Dataset entries:
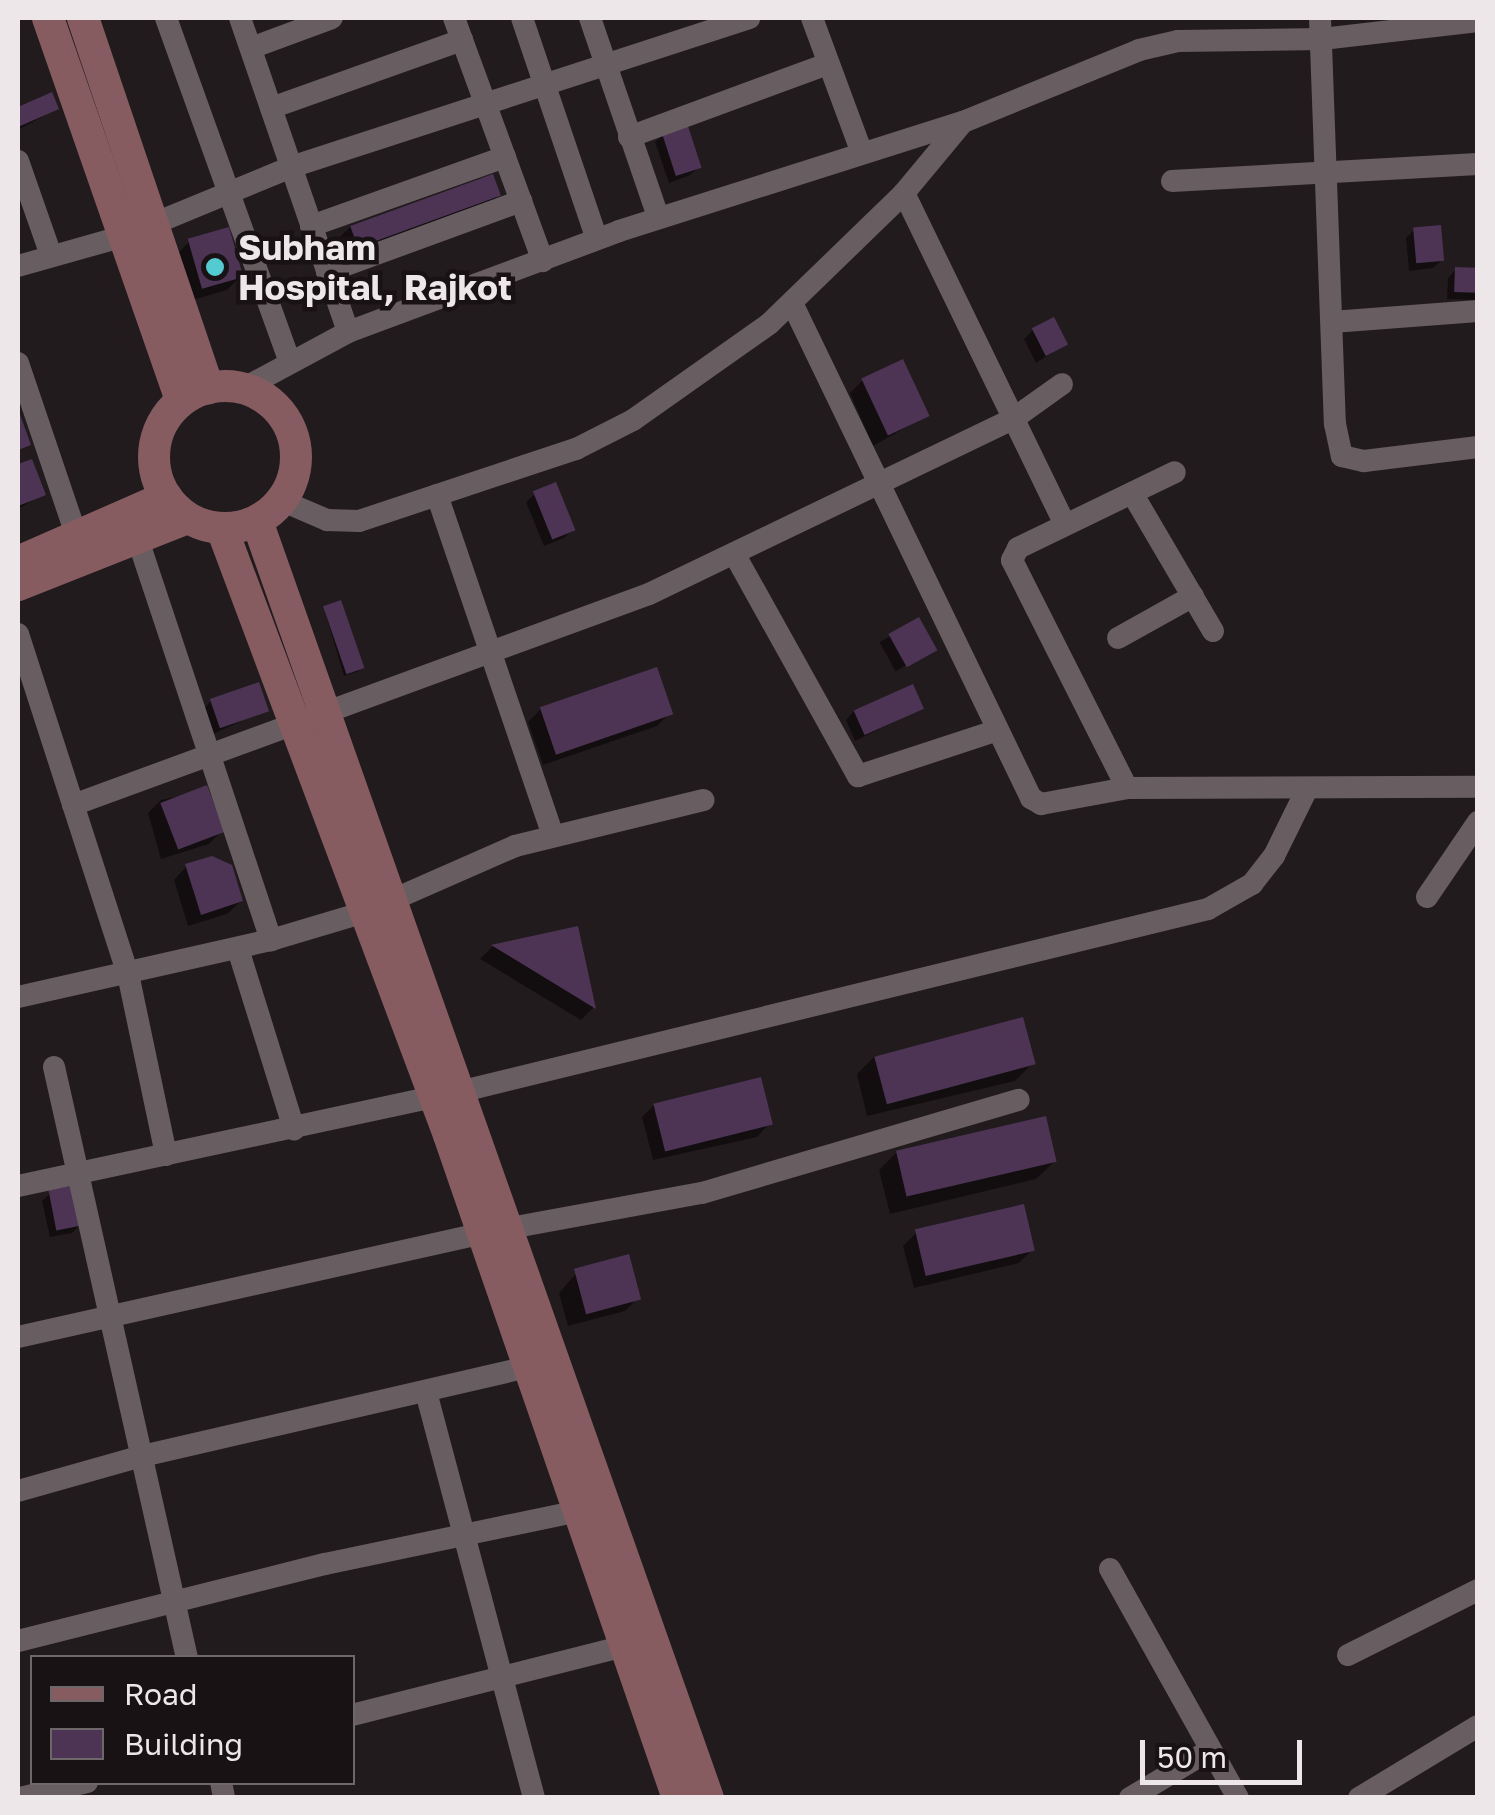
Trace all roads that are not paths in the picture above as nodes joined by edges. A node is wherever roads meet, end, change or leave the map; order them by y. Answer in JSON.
{"nodes":[{"id":1,"x":48,"y":18,"type":"edge"},
{"id":2,"x":83,"y":18,"type":"edge"},
{"id":3,"x":166,"y":18,"type":"edge"},
{"id":4,"x":240,"y":18,"type":"edge"},
{"id":5,"x":332,"y":18,"type":"edge"},
{"id":6,"x":522,"y":18,"type":"edge"},
{"id":7,"x":590,"y":18,"type":"edge"},
{"id":8,"x":749,"y":18,"type":"edge"},
{"id":9,"x":812,"y":18,"type":"edge"},
{"id":10,"x":1478,"y":22,"type":"edge"},
{"id":11,"x":1321,"y":28,"type":"edge"},
{"id":12,"x":458,"y":29,"type":"edge"},
{"id":13,"x":1177,"y":29,"type":"edge"},
{"id":14,"x":251,"y":48,"type":"junction"},
{"id":15,"x":827,"y":64,"type":"junction"},
{"id":16,"x":604,"y":70,"type":"junction"},
{"id":17,"x":544,"y":87,"type":"junction"},
{"id":18,"x":486,"y":104,"type":"junction"},
{"id":19,"x":271,"y":108,"type":"junction"},
{"id":20,"x":963,"y":122,"type":"junction"},
{"id":21,"x":629,"y":136,"type":"junction"},
{"id":22,"x":862,"y":153,"type":"junction"},
{"id":23,"x":506,"y":158,"type":"junction"},
{"id":24,"x":18,"y":161,"type":"edge"},
{"id":25,"x":1478,"y":164,"type":"edge"},
{"id":26,"x":291,"y":167,"type":"junction"},
{"id":27,"x":1328,"y":171,"type":"junction"},
{"id":28,"x":1172,"y":182,"type":"dead end"},
{"id":29,"x":225,"y":193,"type":"junction"},
{"id":30,"x":904,"y":193,"type":"junction"},
{"id":31,"x":521,"y":201,"type":"junction"},
{"id":32,"x":658,"y":218,"type":"junction"},
{"id":33,"x":311,"y":226,"type":"junction"},
{"id":34,"x":139,"y":229,"type":"junction"},
{"id":35,"x":598,"y":239,"type":"junction"},
{"id":36,"x":51,"y":255,"type":"junction"},
{"id":37,"x":543,"y":260,"type":"junction"},
{"id":38,"x":18,"y":266,"type":"edge"},
{"id":39,"x":327,"y":272,"type":"junction"},
{"id":40,"x":792,"y":302,"type":"junction"},
{"id":41,"x":1478,"y":311,"type":"edge"},
{"id":42,"x":1332,"y":322,"type":"junction"},
{"id":43,"x":348,"y":332,"type":"junction"},
{"id":44,"x":289,"y":359,"type":"junction"},
{"id":45,"x":18,"y":363,"type":"edge"},
{"id":46,"x":1062,"y":384,"type":"dead end"},
{"id":47,"x":246,"y":387,"type":"junction"},
{"id":48,"x":194,"y":394,"type":"junction"},
{"id":49,"x":1013,"y":419,"type":"junction"},
{"id":50,"x":1478,"y":447,"type":"edge"},
{"id":51,"x":1175,"y":472,"type":"dead end"},
{"id":52,"x":881,"y":486,"type":"junction"},
{"id":53,"x":1132,"y":493,"type":"junction"},
{"id":54,"x":437,"y":495,"type":"junction"},
{"id":55,"x":285,"y":502,"type":"junction"},
{"id":56,"x":176,"y":507,"type":"junction"},
{"id":57,"x":257,"y":521,"type":"junction"},
{"id":58,"x":1065,"y":525,"type":"junction"},
{"id":59,"x":222,"y":528,"type":"junction"},
{"id":60,"x":77,"y":537,"type":"junction"},
{"id":61,"x":138,"y":540,"type":"junction"},
{"id":62,"x":736,"y":557,"type":"junction"},
{"id":63,"x":18,"y":562,"type":"edge"},
{"id":64,"x":18,"y":584,"type":"edge"},
{"id":65,"x":1192,"y":596,"type":"junction"},
{"id":66,"x":1213,"y":631,"type":"dead end"},
{"id":67,"x":18,"y":634,"type":"edge"},
{"id":68,"x":1118,"y":638,"type":"dead end"},
{"id":69,"x":486,"y":654,"type":"junction"},
{"id":70,"x":329,"y":714,"type":"junction"},
{"id":71,"x":295,"y":725,"type":"junction"},
{"id":72,"x":998,"y":730,"type":"junction"},
{"id":73,"x":210,"y":758,"type":"junction"},
{"id":74,"x":1478,"y":787,"type":"edge"},
{"id":75,"x":1127,"y":788,"type":"junction"},
{"id":76,"x":1306,"y":791,"type":"junction"},
{"id":77,"x":703,"y":800,"type":"dead end"},
{"id":78,"x":73,"y":805,"type":"junction"},
{"id":79,"x":1478,"y":822,"type":"edge"},
{"id":80,"x":553,"y":836,"type":"junction"},
{"id":81,"x":1427,"y":897,"type":"dead end"},
{"id":82,"x":378,"y":904,"type":"junction"},
{"id":83,"x":270,"y":940,"type":"junction"},
{"id":84,"x":238,"y":949,"type":"junction"},
{"id":85,"x":128,"y":974,"type":"junction"},
{"id":86,"x":18,"y":997,"type":"edge"},
{"id":87,"x":54,"y":1067,"type":"dead end"},
{"id":88,"x":449,"y":1093,"type":"junction"},
{"id":89,"x":1019,"y":1100,"type":"dead end"},
{"id":90,"x":294,"y":1129,"type":"junction"},
{"id":91,"x":166,"y":1155,"type":"junction"},
{"id":92,"x":79,"y":1173,"type":"junction"},
{"id":93,"x":18,"y":1186,"type":"edge"},
{"id":94,"x":497,"y":1230,"type":"junction"},
{"id":95,"x":110,"y":1315,"type":"junction"},
{"id":96,"x":18,"y":1337,"type":"edge"},
{"id":97,"x":542,"y":1364,"type":"junction"},
{"id":98,"x":426,"y":1392,"type":"junction"},
{"id":99,"x":138,"y":1457,"type":"junction"},
{"id":100,"x":18,"y":1491,"type":"edge"},
{"id":101,"x":592,"y":1508,"type":"junction"},
{"id":102,"x":461,"y":1534,"type":"junction"},
{"id":103,"x":1110,"y":1569,"type":"dead end"},
{"id":104,"x":1478,"y":1590,"type":"edge"},
{"id":105,"x":171,"y":1602,"type":"junction"},
{"id":106,"x":18,"y":1642,"type":"edge"},
{"id":107,"x":638,"y":1643,"type":"junction"},
{"id":108,"x":186,"y":1655,"type":"edge"},
{"id":109,"x":1348,"y":1655,"type":"dead end"},
{"id":110,"x":498,"y":1676,"type":"junction"},
{"id":111,"x":355,"y":1714,"type":"edge"},
{"id":112,"x":1478,"y":1726,"type":"edge"},
{"id":113,"x":1210,"y":1750,"type":"junction"},
{"id":114,"x":74,"y":1785,"type":"edge"},
{"id":115,"x":686,"y":1795,"type":"edge"},
{"id":116,"x":20,"y":1798,"type":"edge"},
{"id":117,"x":534,"y":1798,"type":"edge"},
{"id":118,"x":1130,"y":1798,"type":"edge"},
{"id":119,"x":1238,"y":1798,"type":"edge"},
{"id":120,"x":1359,"y":1798,"type":"edge"}],
"edges":[{"from":1,"to":34,"type":"main road"},
{"from":2,"to":34,"type":"main road"},
{"from":3,"to":29,"type":"street"},
{"from":4,"to":14,"type":"street"},
{"from":5,"to":14,"type":"street"},
{"from":6,"to":17,"type":"street"},
{"from":7,"to":16,"type":"street"},
{"from":8,"to":16,"type":"street"},
{"from":9,"to":15,"type":"street"},
{"from":10,"to":11,"type":"street"},
{"from":11,"to":13,"type":"street"},
{"from":11,"to":27,"type":"street"},
{"from":12,"to":18,"type":"street"},
{"from":12,"to":19,"type":"street"},
{"from":13,"to":20,"type":"street"},
{"from":14,"to":19,"type":"street"},
{"from":15,"to":21,"type":"street"},
{"from":15,"to":22,"type":"street"},
{"from":16,"to":17,"type":"street"},
{"from":16,"to":21,"type":"street"},
{"from":17,"to":18,"type":"street"},
{"from":17,"to":35,"type":"street"},
{"from":18,"to":23,"type":"street"},
{"from":18,"to":26,"type":"street"},
{"from":19,"to":26,"type":"street"},
{"from":20,"to":22,"type":"street"},
{"from":20,"to":30,"type":"street"},
{"from":21,"to":32,"type":"street"},
{"from":22,"to":32,"type":"street"},
{"from":23,"to":31,"type":"street"},
{"from":23,"to":33,"type":"street"},
{"from":24,"to":36,"type":"street"},
{"from":25,"to":27,"type":"street"},
{"from":26,"to":29,"type":"street"},
{"from":26,"to":33,"type":"street"},
{"from":27,"to":28,"type":"street"},
{"from":27,"to":42,"type":"street"},
{"from":29,"to":34,"type":"street"},
{"from":29,"to":44,"type":"street"},
{"from":30,"to":40,"type":"street"},
{"from":30,"to":49,"type":"street"},
{"from":31,"to":37,"type":"street"},
{"from":31,"to":39,"type":"street"},
{"from":32,"to":35,"type":"street"},
{"from":33,"to":39,"type":"street"},
{"from":34,"to":36,"type":"street"},
{"from":34,"to":48,"type":"main road"},
{"from":35,"to":37,"type":"street"},
{"from":36,"to":38,"type":"street"},
{"from":37,"to":43,"type":"street"},
{"from":39,"to":43,"type":"street"},
{"from":40,"to":52,"type":"street"},
{"from":40,"to":54,"type":"street"},
{"from":41,"to":42,"type":"street"},
{"from":42,"to":50,"type":"street"},
{"from":43,"to":44,"type":"street"},
{"from":44,"to":47,"type":"street"},
{"from":45,"to":60,"type":"street"},
{"from":46,"to":49,"type":"street"},
{"from":47,"to":48,"type":"main road"},
{"from":47,"to":55,"type":"main road"},
{"from":48,"to":56,"type":"main road"},
{"from":49,"to":52,"type":"street"},
{"from":49,"to":58,"type":"street"},
{"from":51,"to":53,"type":"street"},
{"from":52,"to":62,"type":"street"},
{"from":52,"to":72,"type":"street"},
{"from":53,"to":58,"type":"street"},
{"from":53,"to":65,"type":"street"},
{"from":54,"to":55,"type":"street"},
{"from":54,"to":69,"type":"street"},
{"from":55,"to":57,"type":"main road"},
{"from":56,"to":59,"type":"main road"},
{"from":56,"to":60,"type":"main road"},
{"from":56,"to":61,"type":"main road"},
{"from":57,"to":59,"type":"main road"},
{"from":57,"to":70,"type":"main road"},
{"from":58,"to":75,"type":"street"},
{"from":59,"to":71,"type":"main road"},
{"from":60,"to":63,"type":"main road"},
{"from":61,"to":64,"type":"main road"},
{"from":61,"to":73,"type":"street"},
{"from":62,"to":69,"type":"street"},
{"from":62,"to":72,"type":"street"},
{"from":65,"to":66,"type":"street"},
{"from":65,"to":68,"type":"street"},
{"from":67,"to":78,"type":"street"},
{"from":69,"to":70,"type":"street"},
{"from":69,"to":80,"type":"street"},
{"from":70,"to":71,"type":"street"},
{"from":70,"to":82,"type":"main road"},
{"from":71,"to":73,"type":"street"},
{"from":71,"to":82,"type":"main road"},
{"from":72,"to":75,"type":"street"},
{"from":73,"to":78,"type":"street"},
{"from":73,"to":83,"type":"street"},
{"from":74,"to":76,"type":"street"},
{"from":75,"to":76,"type":"street"},
{"from":76,"to":88,"type":"street"},
{"from":77,"to":80,"type":"street"},
{"from":78,"to":85,"type":"street"},
{"from":79,"to":81,"type":"street"},
{"from":80,"to":82,"type":"street"},
{"from":82,"to":83,"type":"street"},
{"from":82,"to":88,"type":"main road"},
{"from":83,"to":84,"type":"street"},
{"from":84,"to":85,"type":"street"},
{"from":84,"to":90,"type":"street"},
{"from":85,"to":86,"type":"street"},
{"from":85,"to":91,"type":"street"},
{"from":87,"to":92,"type":"street"},
{"from":88,"to":90,"type":"street"},
{"from":88,"to":94,"type":"main road"},
{"from":89,"to":94,"type":"street"},
{"from":90,"to":91,"type":"street"},
{"from":91,"to":92,"type":"street"},
{"from":92,"to":93,"type":"street"},
{"from":92,"to":95,"type":"street"},
{"from":94,"to":95,"type":"street"},
{"from":94,"to":97,"type":"main road"},
{"from":95,"to":96,"type":"street"},
{"from":95,"to":99,"type":"street"},
{"from":97,"to":98,"type":"street"},
{"from":97,"to":101,"type":"main road"},
{"from":98,"to":99,"type":"street"},
{"from":98,"to":102,"type":"street"},
{"from":99,"to":100,"type":"street"},
{"from":99,"to":105,"type":"street"},
{"from":101,"to":102,"type":"street"},
{"from":101,"to":107,"type":"main road"},
{"from":102,"to":105,"type":"street"},
{"from":102,"to":110,"type":"street"},
{"from":103,"to":113,"type":"street"},
{"from":104,"to":109,"type":"street"},
{"from":105,"to":106,"type":"street"},
{"from":105,"to":108,"type":"street"},
{"from":107,"to":110,"type":"street"},
{"from":107,"to":115,"type":"main road"},
{"from":110,"to":111,"type":"street"},
{"from":110,"to":117,"type":"street"},
{"from":112,"to":120,"type":"street"},
{"from":113,"to":118,"type":"street"},
{"from":113,"to":119,"type":"street"},
{"from":114,"to":116,"type":"street"}]}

Exercise
Copy out each line from the preceding entries that mentions the word "edges".

Answer to this exercise
Trace all roads that are not paths in the picture above as nodes joined by edges. A node is wherever roads meet, end, change or leave the map; order them by y. Answer in JSON.
"edges":[{"from":1,"to":34,"type":"main road"},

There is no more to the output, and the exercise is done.